(CNN) -- Remember that old adage, "You can never be too thin or too rich"?
Ultraviolet light treatment, shown here at Smilestudio in London, England, is one way to whiten teeth.
You can add to that list: too white -- your teeth, that is.
We are a nation seemingly obsessed with the pursuit of that whiter, more dazzling smile.
In fact, teeth whitening has become the country's No. 1 requested cosmetic dental procedure, according to the American Academy of Cosmetic dentistry.
Some dentists even go so far as to say that we just might be a little out of control.
"Oh yes, people have become obsessed, " says cosmetic dentist Susan Estep, whose practice, Atlanta Dental Spa, does a brisk business in teeth-whitening. "I think we have whitening disorder, just like we have eating disorders. I have people who come in and their teeth are as white as a windowpane and they say their teeth are yellow and want to get them whiter. "
Estep then tries to give these ultra-white teeth owners some perspective. Health for her: How white should your teeth really be? »
But it's hard to get that perspective when everywhere you turn everyone's smile seems to be a product of Witeout. There's also no shortage of ways to come into that white tooth light. The main differences seem to be cost and professional oversight versus convenience and over-the-counter availability.
Estep explains the three technologies. The first is an in-office system that uses a higher-concentration peroxide to get faster results. The second involves bleaching gel in trays custom fit to an individual's teeth applied intermittently over a couple of weeks. The final way is also the cheapest: Over-the-counter options that can be strips, gels or plastic trays.

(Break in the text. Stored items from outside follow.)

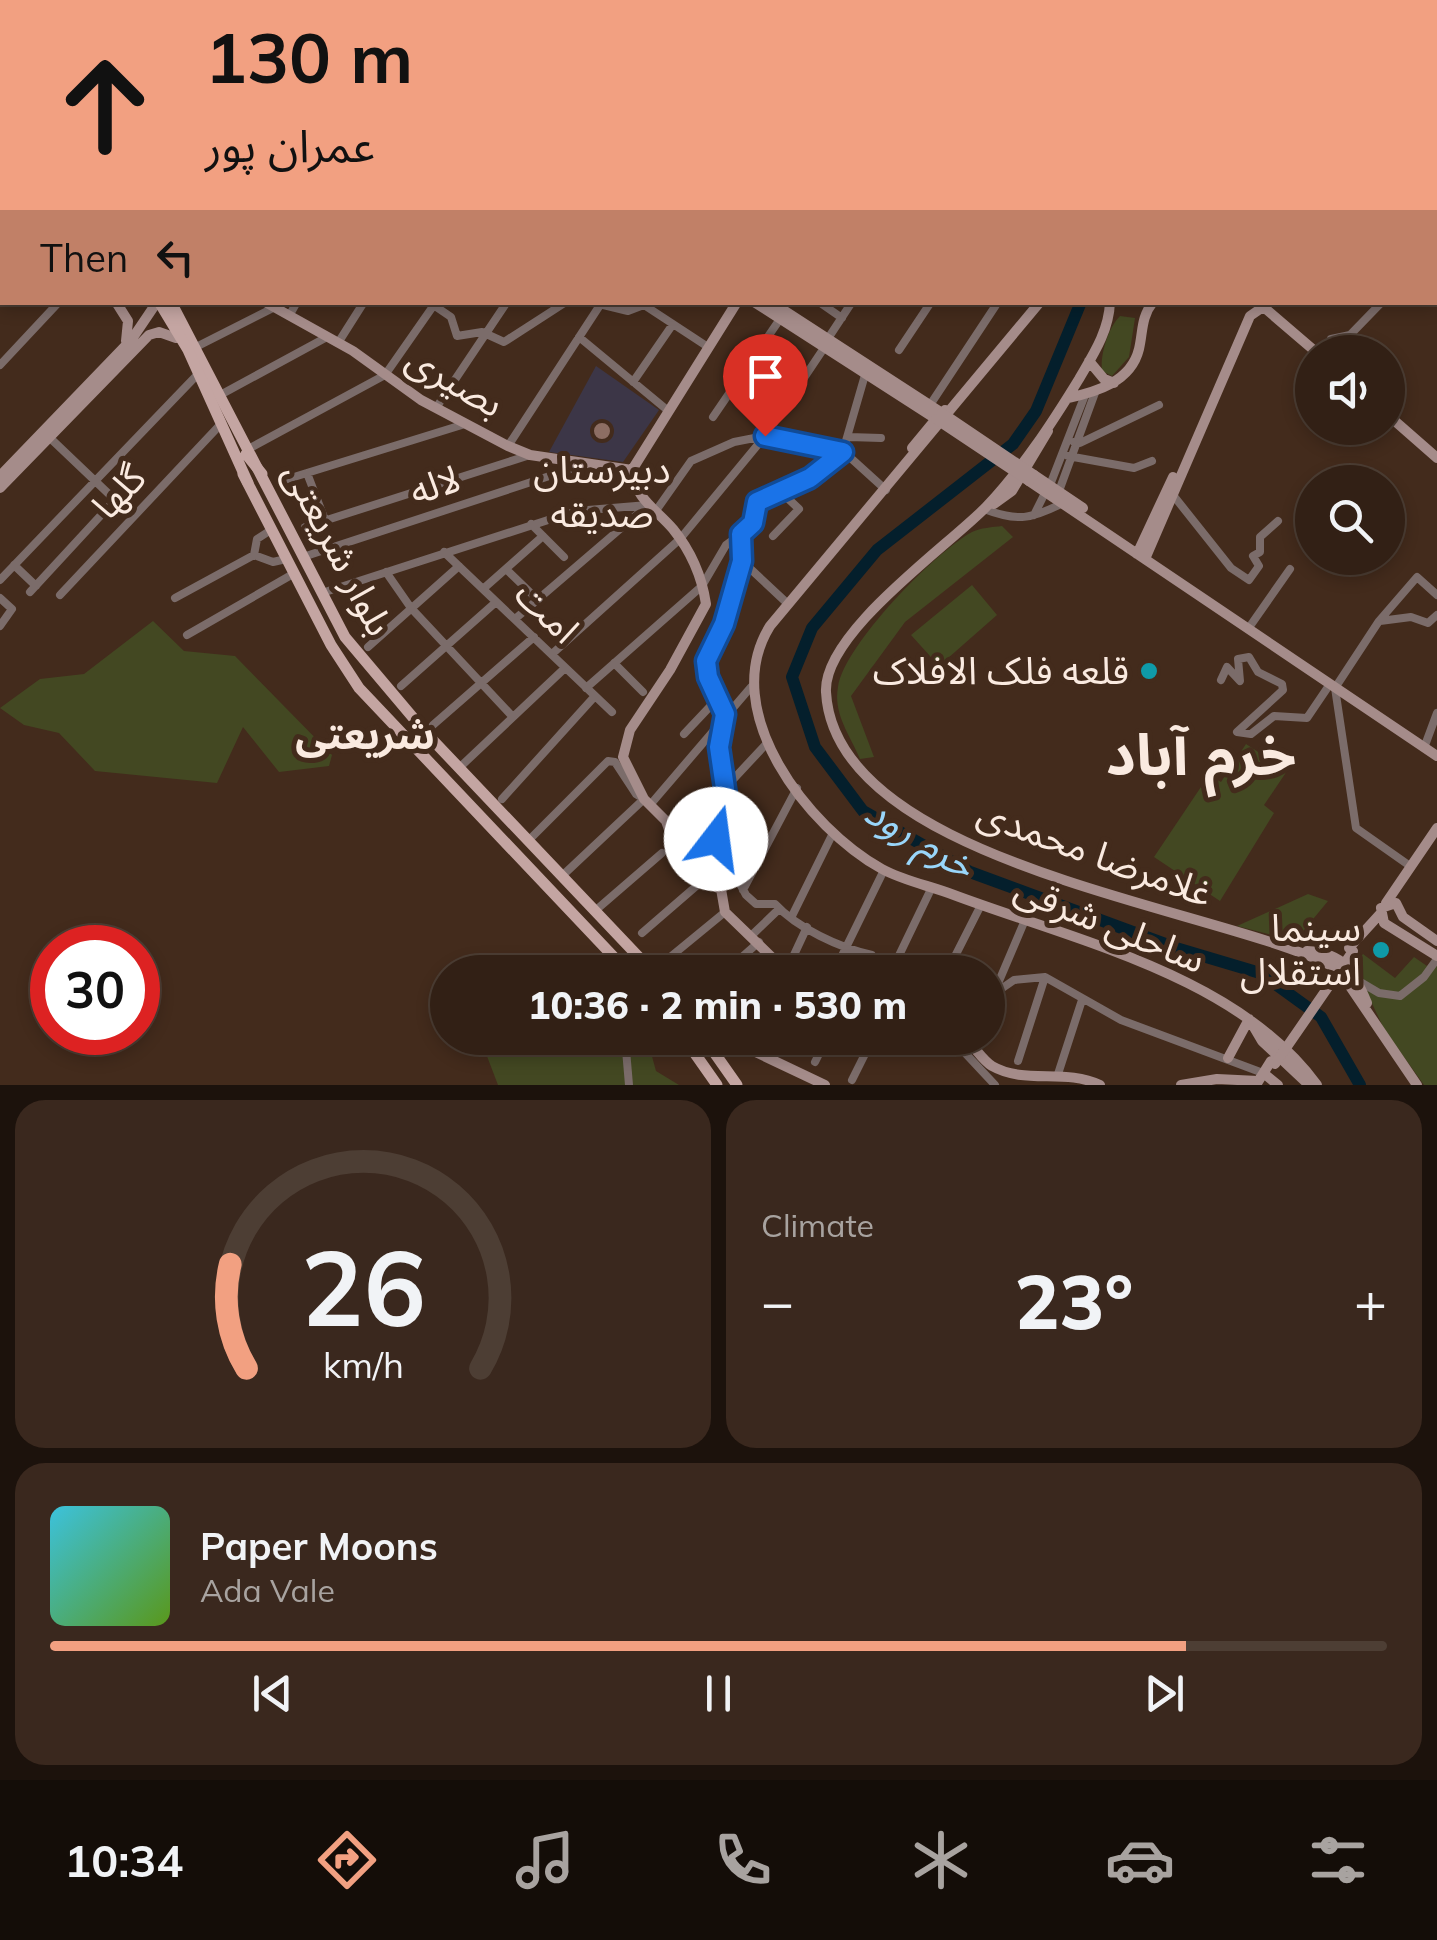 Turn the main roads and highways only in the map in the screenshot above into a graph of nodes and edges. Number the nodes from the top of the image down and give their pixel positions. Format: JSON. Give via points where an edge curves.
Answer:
{"nodes":[{"id":1,"x":118,"y":305,"type":"edge"},
{"id":2,"x":164,"y":305,"type":"edge"},
{"id":3,"x":165,"y":305,"type":"edge"},
{"id":4,"x":166,"y":305,"type":"edge"},
{"id":5,"x":166,"y":305,"type":"edge"},
{"id":6,"x":166,"y":305,"type":"edge"},
{"id":7,"x":269,"y":305,"type":"edge"},
{"id":8,"x":735,"y":305,"type":"edge"},
{"id":9,"x":1038,"y":305,"type":"edge"},
{"id":10,"x":1109,"y":305,"type":"edge"},
{"id":11,"x":1151,"y":305,"type":"edge"},
{"id":12,"x":1249,"y":305,"type":"edge"},
{"id":13,"x":1261,"y":305,"type":"edge"},
{"id":14,"x":783,"y":311,"type":"edge"},
{"id":15,"x":1024,"y":328,"type":"junction"},
{"id":16,"x":190,"y":333,"type":"junction"},
{"id":17,"x":1296,"y":335,"type":"edge"},
{"id":18,"x":177,"y":339,"type":"junction"},
{"id":19,"x":825,"y":344,"type":"junction"},
{"id":20,"x":124,"y":346,"type":"junction"},
{"id":21,"x":200,"y":351,"type":"junction"},
{"id":22,"x":188,"y":358,"type":"junction"},
{"id":23,"x":1089,"y":361,"type":"junction"},
{"id":24,"x":1115,"y":383,"type":"junction"},
{"id":25,"x":1068,"y":398,"type":"junction"},
{"id":26,"x":939,"y":416,"type":"junction"},
{"id":27,"x":58,"y":422,"type":"junction"},
{"id":28,"x":1405,"y":429,"type":"edge"},
{"id":29,"x":1437,"y":458,"type":"edge"},
{"id":30,"x":632,"y":470,"type":"junction"},
{"id":31,"x":262,"y":474,"type":"junction"},
{"id":32,"x":1,"y":482,"type":"edge"},
{"id":33,"x":248,"y":483,"type":"junction"},
{"id":34,"x":883,"y":488,"type":"junction"},
{"id":35,"x":1141,"y":554,"type":"junction"},
{"id":36,"x":1437,"y":756,"type":"edge"},
{"id":37,"x":1437,"y":828,"type":"edge"},
{"id":38,"x":581,"y":894,"type":"junction"},
{"id":39,"x":1386,"y":904,"type":"junction"},
{"id":40,"x":565,"y":909,"type":"junction"},
{"id":41,"x":600,"y":914,"type":"junction"},
{"id":42,"x":1381,"y":918,"type":"junction"},
{"id":43,"x":1398,"y":922,"type":"junction"},
{"id":44,"x":588,"y":931,"type":"junction"},
{"id":45,"x":1437,"y":941,"type":"edge"},
{"id":46,"x":1290,"y":950,"type":"junction"},
{"id":47,"x":610,"y":955,"type":"edge"},
{"id":48,"x":637,"y":955,"type":"edge"},
{"id":49,"x":771,"y":955,"type":"edge"},
{"id":50,"x":1437,"y":957,"type":"edge"},
{"id":51,"x":1249,"y":1019,"type":"junction"},
{"id":52,"x":1378,"y":1027,"type":"junction"},
{"id":53,"x":696,"y":1055,"type":"edge"},
{"id":54,"x":716,"y":1055,"type":"edge"},
{"id":55,"x":720,"y":1055,"type":"edge"},
{"id":56,"x":758,"y":1055,"type":"edge"},
{"id":57,"x":982,"y":1055,"type":"edge"},
{"id":58,"x":1228,"y":1058,"type":"road end"},
{"id":59,"x":719,"y":1059,"type":"junction"},
{"id":60,"x":1051,"y":1078,"type":"edge"},
{"id":61,"x":1261,"y":1080,"type":"edge"},
{"id":62,"x":804,"y":1081,"type":"edge"},
{"id":63,"x":1096,"y":1084,"type":"edge"},
{"id":64,"x":717,"y":1085,"type":"edge"},
{"id":65,"x":737,"y":1085,"type":"edge"},
{"id":66,"x":825,"y":1085,"type":"edge"},
{"id":67,"x":1182,"y":1085,"type":"edge"},
{"id":68,"x":1278,"y":1085,"type":"edge"},
{"id":69,"x":1309,"y":1085,"type":"edge"},
{"id":70,"x":1318,"y":1085,"type":"edge"},
{"id":71,"x":1416,"y":1085,"type":"edge"}],
"edges":[{"from":1,"to":20,"type":"main road","via":[[128,321]]},
{"from":2,"to":20,"type":"main road"},
{"from":3,"to":18,"type":"main road","name":"بلوار شریعتی"},
{"from":4,"to":16,"type":"main road","name":"بلوار شریعتی"},
{"from":5,"to":31,"type":"main road","bridge":true},
{"from":6,"to":33,"type":"main road","bridge":true},
{"from":7,"to":30,"type":"main road","name":"بصیری","via":[[508,446]]},
{"from":8,"to":30,"type":"main road"},
{"from":9,"to":15,"type":"main road"},
{"from":10,"to":23,"type":"main road","name":"غلامرضا محمدی"},
{"from":11,"to":24,"type":"main road","via":[[1138,354]]},
{"from":12,"to":35,"type":"main road"},
{"from":13,"to":17,"type":"main road"},
{"from":13,"to":35,"type":"main road","via":[[1250,316]]},
{"from":14,"to":19,"type":"main road"},
{"from":15,"to":26,"type":"main road"},
{"from":15,"to":34,"type":"main road"},
{"from":16,"to":18,"type":"main road","via":[[186,341]]},
{"from":16,"to":21,"type":"main road","name":"بلوار شریعتی"},
{"from":18,"to":22,"type":"main road","name":"بلوار شریعتی"},
{"from":18,"to":27,"type":"main road","via":[[148,334]]},
{"from":19,"to":26,"type":"main road"},
{"from":19,"to":26,"type":"main road"},
{"from":20,"to":27,"type":"main road"},
{"from":21,"to":22,"type":"main road"},
{"from":21,"to":31,"type":"main road","name":"بلوار شریعتی"},
{"from":22,"to":33,"type":"main road","name":"بلوار شریعتی"},
{"from":23,"to":24,"type":"main road"},
{"from":23,"to":25,"type":"main road","name":"غلامرضا محمدی"},
{"from":24,"to":25,"type":"main road"},
{"from":25,"to":46,"type":"main road","name":"غلامرضا محمدی","via":[[984,509],[903,580],[832,664],[827,700],[847,748],[880,791],[946,832],[1091,889]]},
{"from":26,"to":34,"type":"main road"},
{"from":26,"to":35,"type":"main road","bridge":true},
{"from":27,"to":32,"type":"main road"},
{"from":27,"to":32,"type":"main road"},
{"from":28,"to":29,"type":"main road"},
{"from":30,"to":49,"type":"main road","via":[[638,493],[680,538],[702,586],[705,610],[625,739],[624,762],[666,821],[683,869],[721,889],[725,912]]},
{"from":31,"to":38,"type":"main road","name":"بلوار شریعتی","via":[[345,637]]},
{"from":33,"to":40,"type":"main road","name":"بلوار شریعتی","via":[[359,688]]},
{"from":34,"to":51,"type":"main road","name":"ساحلی شرقی","via":[[760,642],[752,687],[768,742],[797,788],[832,833],[884,870],[1202,991]]},
{"from":35,"to":36,"type":"main road"},
{"from":37,"to":39,"type":"main road"},
{"from":38,"to":40,"type":"main road","via":[[578,906]]},
{"from":38,"to":41,"type":"main road","name":"بلوار شریعتی"},
{"from":39,"to":42,"type":"main road"},
{"from":39,"to":43,"type":"main road","via":[[1399,905]]},
{"from":40,"to":44,"type":"main road","name":"بلوار شریعتی"},
{"from":41,"to":44,"type":"main road"},
{"from":41,"to":48,"type":"main road","name":"بلوار شریعتی"},
{"from":42,"to":43,"type":"main road"},
{"from":42,"to":61,"type":"main road","bridge":true,"via":[[1351,949]]},
{"from":43,"to":45,"type":"main road"},
{"from":43,"to":50,"type":"main road"},
{"from":44,"to":47,"type":"main road","name":"بلوار شریعتی"},
{"from":46,"to":52,"type":"main road","name":"غلامرضا محمدی","via":[[1330,965]]},
{"from":46,"to":52,"type":"main road","via":[[1331,954],[1352,969]]},
{"from":51,"to":58,"type":"main road"},
{"from":51,"to":69,"type":"main road","via":[[1262,1041]]},
{"from":51,"to":70,"type":"main road","name":"ساحلی شرقی","via":[[1293,1052]]},
{"from":52,"to":71,"type":"main road","name":"غلامرضا محمدی"},
{"from":53,"to":64,"type":"main road"},
{"from":54,"to":59,"type":"main road"},
{"from":55,"to":59,"type":"main road"},
{"from":56,"to":62,"type":"main road"},
{"from":57,"to":60,"type":"main road","via":[[1004,1071]]},
{"from":59,"to":65,"type":"main road"},
{"from":60,"to":63,"type":"main road"},
{"from":61,"to":67,"type":"main road"},
{"from":61,"to":68,"type":"main road"},
{"from":62,"to":66,"type":"main road"}]}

Whitening is safe, Estep and other experts say, as long as people follow the directions and use a product that carries a seal of approval from the American Dental Association.
However concerns are growing over whether the quest for sparkling white teeth is starting too early, with possible consequences ranging from nuisance to nightmare.
If a young person uses these products before his or her permanent teeth are completely and fully grown, "then the whitening makes no sense," says Dr. Mickey Bernstein, president of the American Academy of Aesthetic Dentistry. In those situations, if the teeth are bleached and then more surfaces are exposed due to normal tooth maturation, the new growth and the older bleached tooth might not match. That might leave a two-toned appearance, not exactly the dazzling white look originally sought.
A less severe problem is gum sensitivity. The bleaching agent can irritate teeth and gums, but usually the problem is short-lived.
In more acute cases, which occur in younger patients, treated teeth or gums become extremely sensitive. Those people should take some time off from the process.
"It's sort of like kids and sunscreen," Bernstein says. "If kids go out and get sunburned, then they need to go inside and take some time away from the sun."
If they won't, he urges parents to step in and force the issue.
While most dentists agree that whitening, done properly, usually doesn't damage the teeth, they urge those who are thinking of bleaching, whether professionally or through over-the-counter products, to first talk to a dentist.
"One of the reasons we want people to do this in a professional setting is that sometimes teeth are dark for reasons of trauma or decay," Estep says. "That is important, and sometimes if the teeth are whitened, it will mask that problem that we could have found out if they had had an exam before they start the whitening process."
Because in the end, after all that whitening, you do want to be sure that where your mouth is concerned, you still have plenty to smile about.